§ Activity: Which lines of the data hold the word "highway"? Copy all of them.

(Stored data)
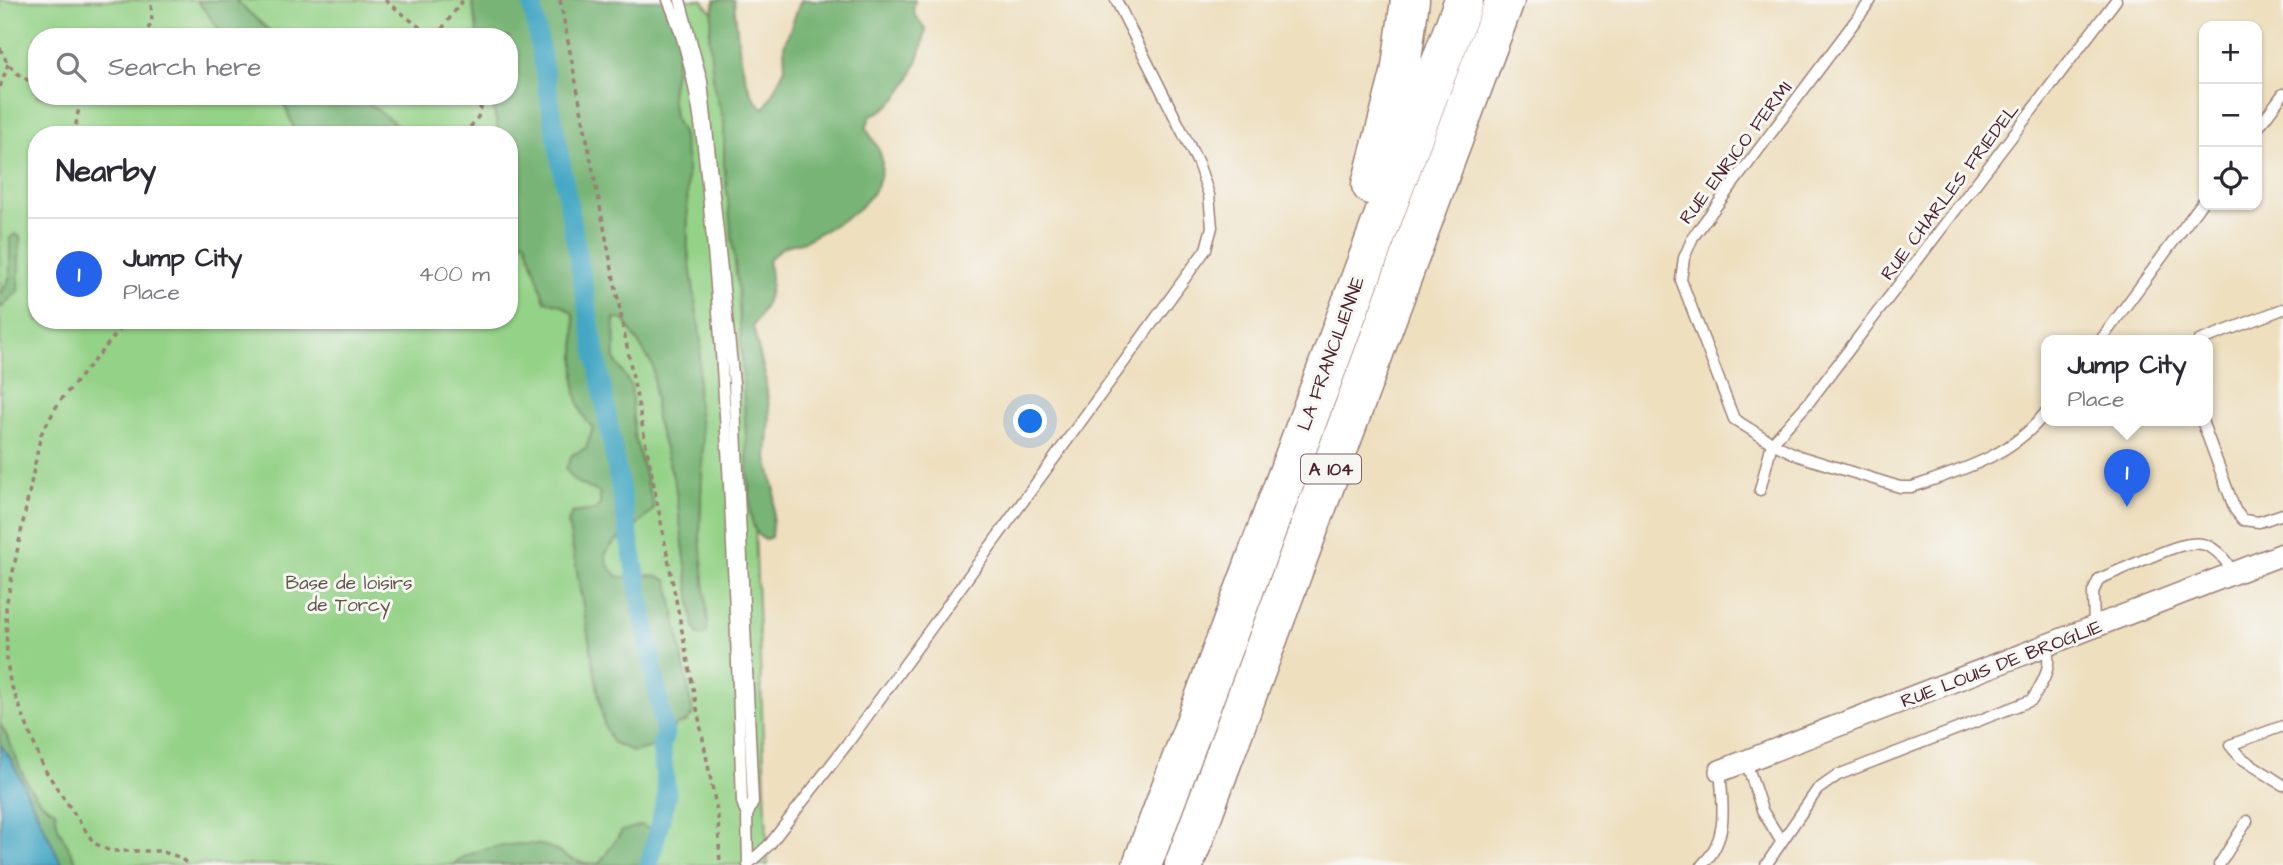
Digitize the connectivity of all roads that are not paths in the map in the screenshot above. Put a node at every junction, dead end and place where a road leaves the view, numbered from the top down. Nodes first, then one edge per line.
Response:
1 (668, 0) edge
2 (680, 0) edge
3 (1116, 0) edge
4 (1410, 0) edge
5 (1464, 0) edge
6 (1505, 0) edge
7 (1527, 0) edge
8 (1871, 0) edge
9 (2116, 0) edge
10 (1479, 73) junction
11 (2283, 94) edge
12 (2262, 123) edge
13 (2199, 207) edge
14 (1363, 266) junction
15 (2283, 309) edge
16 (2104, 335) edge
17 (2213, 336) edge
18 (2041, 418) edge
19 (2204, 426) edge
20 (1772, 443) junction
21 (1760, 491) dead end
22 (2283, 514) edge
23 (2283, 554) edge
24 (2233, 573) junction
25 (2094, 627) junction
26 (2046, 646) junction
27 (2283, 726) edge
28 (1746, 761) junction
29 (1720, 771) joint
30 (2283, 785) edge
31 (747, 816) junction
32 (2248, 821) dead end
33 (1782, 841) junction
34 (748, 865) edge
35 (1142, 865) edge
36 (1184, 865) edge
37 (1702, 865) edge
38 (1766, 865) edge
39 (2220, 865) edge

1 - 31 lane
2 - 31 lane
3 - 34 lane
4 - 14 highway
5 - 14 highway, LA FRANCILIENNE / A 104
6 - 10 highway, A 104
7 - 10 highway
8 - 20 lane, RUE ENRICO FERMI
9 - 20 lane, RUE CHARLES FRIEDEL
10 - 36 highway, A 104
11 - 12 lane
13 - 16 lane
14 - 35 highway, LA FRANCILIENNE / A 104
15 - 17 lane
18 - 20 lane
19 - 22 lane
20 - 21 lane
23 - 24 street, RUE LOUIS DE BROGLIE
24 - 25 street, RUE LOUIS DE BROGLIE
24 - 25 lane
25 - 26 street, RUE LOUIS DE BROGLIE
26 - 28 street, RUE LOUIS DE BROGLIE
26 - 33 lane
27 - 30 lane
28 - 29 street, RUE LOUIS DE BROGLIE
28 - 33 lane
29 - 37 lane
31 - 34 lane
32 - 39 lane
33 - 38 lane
--
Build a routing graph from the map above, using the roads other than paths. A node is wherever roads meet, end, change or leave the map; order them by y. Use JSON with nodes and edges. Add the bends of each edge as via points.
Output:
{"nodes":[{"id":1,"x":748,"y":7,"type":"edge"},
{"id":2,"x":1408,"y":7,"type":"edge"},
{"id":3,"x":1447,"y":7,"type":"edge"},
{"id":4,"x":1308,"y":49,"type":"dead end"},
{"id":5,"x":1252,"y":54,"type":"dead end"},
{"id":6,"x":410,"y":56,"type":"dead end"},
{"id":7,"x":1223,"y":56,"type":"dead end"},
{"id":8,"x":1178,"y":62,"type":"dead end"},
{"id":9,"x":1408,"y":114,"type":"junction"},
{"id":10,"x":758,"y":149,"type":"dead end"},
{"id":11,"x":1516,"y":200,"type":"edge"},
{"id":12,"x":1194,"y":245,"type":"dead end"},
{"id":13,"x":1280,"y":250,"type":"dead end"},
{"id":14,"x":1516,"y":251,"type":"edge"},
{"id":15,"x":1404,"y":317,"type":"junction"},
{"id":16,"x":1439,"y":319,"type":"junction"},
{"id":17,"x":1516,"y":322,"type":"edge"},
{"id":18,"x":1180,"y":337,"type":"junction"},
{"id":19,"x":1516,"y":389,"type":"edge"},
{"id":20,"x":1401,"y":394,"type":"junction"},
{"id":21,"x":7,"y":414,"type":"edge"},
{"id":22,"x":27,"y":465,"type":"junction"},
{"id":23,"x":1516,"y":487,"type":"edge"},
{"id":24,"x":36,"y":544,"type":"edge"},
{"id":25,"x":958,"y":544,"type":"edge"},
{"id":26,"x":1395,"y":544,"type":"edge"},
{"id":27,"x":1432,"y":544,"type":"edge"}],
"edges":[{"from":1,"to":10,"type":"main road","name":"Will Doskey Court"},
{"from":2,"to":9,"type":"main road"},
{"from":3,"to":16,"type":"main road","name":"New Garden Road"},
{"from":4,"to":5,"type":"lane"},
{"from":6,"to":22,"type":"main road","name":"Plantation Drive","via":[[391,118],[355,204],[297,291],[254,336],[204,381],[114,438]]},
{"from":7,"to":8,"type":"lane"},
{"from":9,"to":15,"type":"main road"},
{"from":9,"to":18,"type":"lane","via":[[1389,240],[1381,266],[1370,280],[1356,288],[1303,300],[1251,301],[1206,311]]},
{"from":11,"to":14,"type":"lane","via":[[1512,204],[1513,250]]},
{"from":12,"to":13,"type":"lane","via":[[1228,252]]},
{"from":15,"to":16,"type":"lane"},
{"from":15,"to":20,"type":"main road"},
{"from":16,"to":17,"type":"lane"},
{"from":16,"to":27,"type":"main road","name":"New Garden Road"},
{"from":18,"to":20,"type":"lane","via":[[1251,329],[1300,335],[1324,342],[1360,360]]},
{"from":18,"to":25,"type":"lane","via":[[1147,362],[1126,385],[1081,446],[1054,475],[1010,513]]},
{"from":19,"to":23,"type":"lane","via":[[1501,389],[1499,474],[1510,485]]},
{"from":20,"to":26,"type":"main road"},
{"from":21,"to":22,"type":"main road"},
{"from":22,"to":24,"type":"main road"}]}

§ Expected output:
4 - 14 highway
5 - 14 highway, LA FRANCILIENNE / A 104
6 - 10 highway, A 104
7 - 10 highway
10 - 36 highway, A 104
14 - 35 highway, LA FRANCILIENNE / A 104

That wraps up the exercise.